Questo è un discorso sufficientemente complesso! Riferendomi alla domanda iniziale, credo che si siano riferiti alla NATO perché è relativamente più semplice attivare un servizio NATO che un servizio europeo. La strada NATO sembra più percorribile perché Grecia, Germania e Turchia facendo parte dell’Alleanza Atlantica avrebbero avuto meno possibilità di veder lesi le loro podestà: podestà che sarebbero state lese se la missione fosse stata fatta dall’UE. Qui ci sono due processi che pesano. Il primo è quello di allargamento dell’UE che c’è stato nel 2004. Nel 2004 c’erano due dottrine che si scontravano nel mondo: quella di Bush di esportazione della democrazia attraverso la guerra (vedi l’Iraq), e quella di esportazione della democrazia dell’UE per processo politico. Tuttavia i paesi che uscivano dal blocco sovietico avevano astio verso Mosca, e questi paesi sotto il punto di vista della sicurezza guardano più gli Stati
Uniti che Bruxelles. Motivo per cui adesso abbiamo difficoltà ad evitare la sovrapposizione. La vecchia Europa prima del 2004 era forgiata dopo la seconda guerra mondiale e si voleva fondare sulla pace; i nuovi entrati sono entrati  perché avevano problemi economici e sociali e perché stavano scappando dall’URSS, e di fronte alle crisi attuali si sono viste le differenze. Da parte dell’UE antica prevale il senso della pace, della solidarietà, quella nuova invece alza le barriere a causa della mancanza di idealità.
Secondo Lei la NATO nell’Egeo lede l’Europa?
Secondo il mio punto di vista può entrare in contrapposizione, e dovrebbe essere l’UE ad avere una politica estera comune. I paesi devono uscire dalle loro contraddizioni, perché se è vero che i paesi che confinano con i problemi hanno più problemi di altri che non confinano coi problemi bisogna intersecare le cose. Parlo degli hot-spot e di Dublino.
Anche perché la Turchia è un membro dell’Alleanza Atlantica. A questo punto c’è stata la riunione in Plenaria del Parlamento europeo il 28 aprile, durante la quale il PE lamentava l’accordo UE-Turchia. I motivi erano diversi: mancanza di legittimità, inefficienza degli stati, diritti umani, visa, stati incapaci di affrontare il problema migrazione etc etc.. ora perché l’UE si è resa conto dopo che l’accordo UE-Turchia ha delle falle, e non c’ha pensato prima di farlo? Perché Commissione e Parlamento hanno due velocità diverse?

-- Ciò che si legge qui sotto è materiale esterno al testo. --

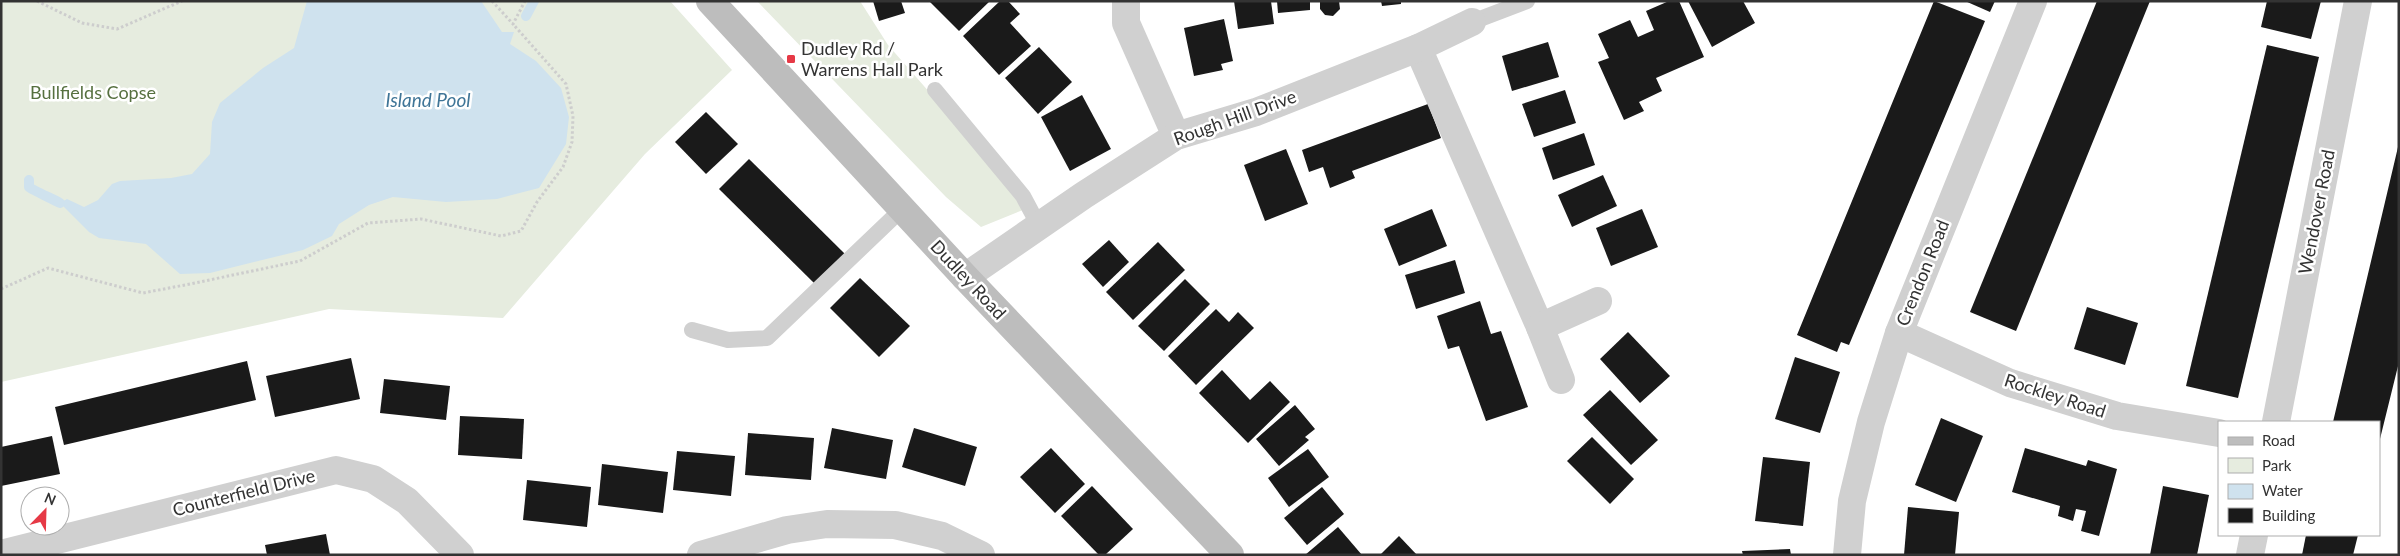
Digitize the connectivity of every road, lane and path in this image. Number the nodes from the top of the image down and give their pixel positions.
1 (37, 1) edge
2 (182, 1) edge
3 (492, 1) edge
4 (525, 1) edge
5 (710, 1) edge
6 (1126, 1) edge
7 (1527, 1) edge
8 (2033, 1) edge
9 (2358, 1) edge
10 (1472, 22) joint
11 (512, 24) junction
12 (1418, 48) junction
13 (935, 90) dead end
14 (1176, 136) junction
15 (902, 209) junction
16 (1039, 226) junction
17 (965, 277) junction
18 (1, 289) edge
19 (1598, 301) dead end
20 (1540, 327) junction
21 (692, 330) dead end
22 (1899, 333) junction
23 (1561, 380) dead end
24 (2276, 421) edge
25 (2218, 433) edge
26 (2254, 536) edge
27 (1, 554) edge
28 (1228, 554) edge
29 (460, 555) edge
30 (701, 555) edge
31 (981, 555) edge
32 (1847, 555) edge
33 (2250, 555) edge

1 - 2 path
3 - 11 path
4 - 11 path
5 - 15 main road, Dudley Road
6 - 14 street
7 - 10 lane
8 - 22 street, Crendon Road
9 - 24 street, Wendover Road
10 - 12 street, Rough Hill Drive
11 - 18 path
12 - 14 street, Rough Hill Drive
12 - 20 street
13 - 16 lane
14 - 16 street, Rough Hill Drive
15 - 17 main road, Dudley Road
15 - 21 lane
16 - 17 street, Rough Hill Drive
17 - 28 main road, Dudley Road
19 - 20 street
20 - 23 street
22 - 25 street, Rockley Road
22 - 32 street, Crendon Road
26 - 33 street
27 - 29 street, Counterfield Drive
30 - 31 street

Questo è un accordo voluto dalla Germania, che ha un rapporto antico con la Turchia. Basta vedere la composizione interna dell’immigrazione in Germania. Ora io non so che non se n’è accorto prima, ma io ero uno di quelli che si è opposto all’accordo perché la Turchia non è un paese affidabile. Le ONG sono andate via dalla Turchia. Se l’UE da dei soldi alla Turchia significa che vuole co-gestire il problema. Che fine fanno questi soldi? Che fine fanno questi migrati? Questi accordi sembrano una copertura per coprire la vicenda curda. Mayer dice che l’accordo funzione, che i flussi sono rallentati. Tuttavia poco fa ho fatto una intervista sulla Libia, ed è vero che se fermi il corridoio balcanico, si apre quello del Mediterraneo.
Ora secondo Lei, tenendo in considerazione che l’UE è piena di problemi, a partire dal fatto che bisogna mettere d’accordo 28 Stati sovrani: come hanno fatto 28 grosse teste ad arrivare a questo punto?

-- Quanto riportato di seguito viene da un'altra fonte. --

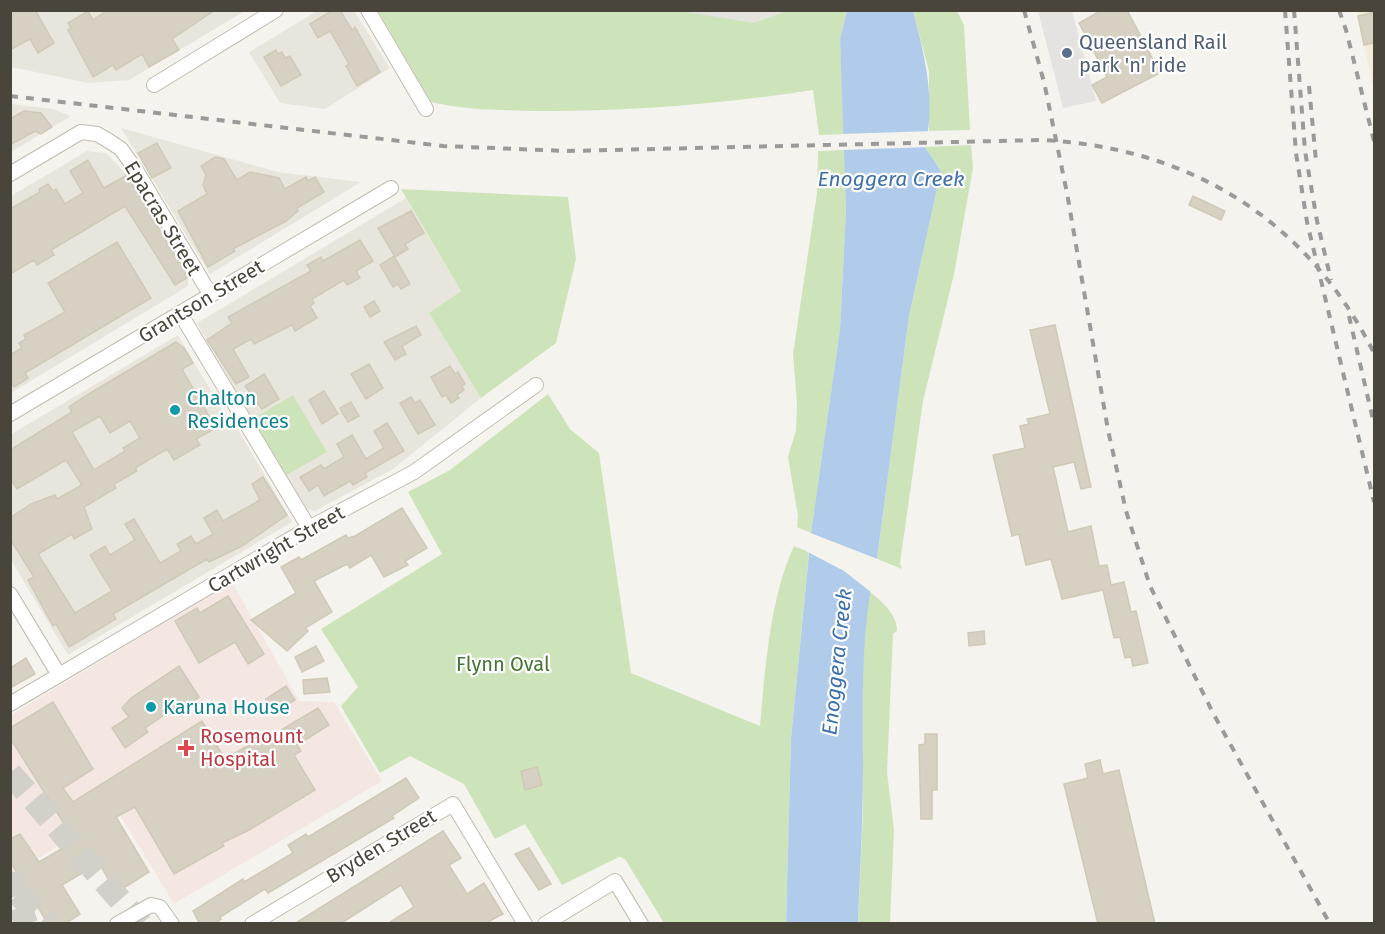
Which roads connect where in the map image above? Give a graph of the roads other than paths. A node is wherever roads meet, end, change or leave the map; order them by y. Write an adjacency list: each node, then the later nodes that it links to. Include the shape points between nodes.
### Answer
1 (276, 10): 3 (street)
2 (368, 10): 4 (street)
3 (154, 84)
4 (426, 109)
5 (10, 174): 7 (street, Epacras Street, via 81,132 97,134 121,149)
6 (391, 188): 7 (street, Grantson Street)
7 (210, 294): 8 (street, Grantson Street)
8 (180, 313): 10 (street, Grantson Street); 11 (street)
9 (536, 385): 11 (street, Cartwright Street, via 414,472)
10 (10, 414)
11 (309, 528): 13 (street, Cartwright Street)
12 (10, 594): 13 (street)
13 (59, 675): 14 (street, Cartwright Street)
14 (10, 704)
15 (117, 924): 16 (street, via 151,905 160,907)
16 (172, 924)
17 (252, 924): 18 (street, Bryden Street, via 453,804)
18 (525, 924)
19 (545, 924): 20 (street, via 615,881)
20 (640, 924)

Noi negli ultimi 15 anni abbiamo mancato 3 appuntamenti con la storia. Il primo è l’introduzione dell’euro nel 2001: abbiamo immaginato che le cose potevano risolversi per approssimazione successiva. Il secondo è stato l’allargamento di cui parlavamo prima: se non si fa l’integrazione economica e sociale di questi paesi prima o poi la cosa scoppia. Ma non è stata fatta per resistenze. Non lo so, sei giovane, ma nel 2004 la discussione era molto forte sul fatto che da questi paesi venisse la manodopera. Il terzo è il no al trattato costituzionale, con il referendum francese soprattutto. All’ora c’era la paura dell’idraulico polacco: sugli stereotipi si costruisce il alto negativo del mondo. Si fece un censimento in Francia  e c’erano 35 polacchi idraulici, e causa dell’idraulico polacco si perse il referendum. C’è un acuto sociologo francese, Dominique Moisi, che dice che il mondo è diviso in tre sentimenti: quello della speranza (e sono i paesi che vogliono arrivare), quello del rancore (e sono i paesi esclusi), e quello della paura. L’Europa è il contesto della paura e tra l’altro questa paura ha cambiato antropologicamente le persone, fino al loro comportamento elettorale. Oggi va di moda votare i populisti, gli xenofobi, perché c’è questa paura. Basta vedere quello che è successo in Austria, e che vuole alzare le barriere nel Brennero. Manca una classe dirigente europea. Le classi dirigenti sono più orientate all’orologio elettorale delle prossime elezioni piuttosto che all’orologio della storia. 
Maria Elena Argano

 

[1] Viene trascritta la parte esclusivamente inerente agli argomenti
sopra-citati. L’Onorevole Antonio Panzeri era corrente della registrazione al
fine della stesura di un articolo.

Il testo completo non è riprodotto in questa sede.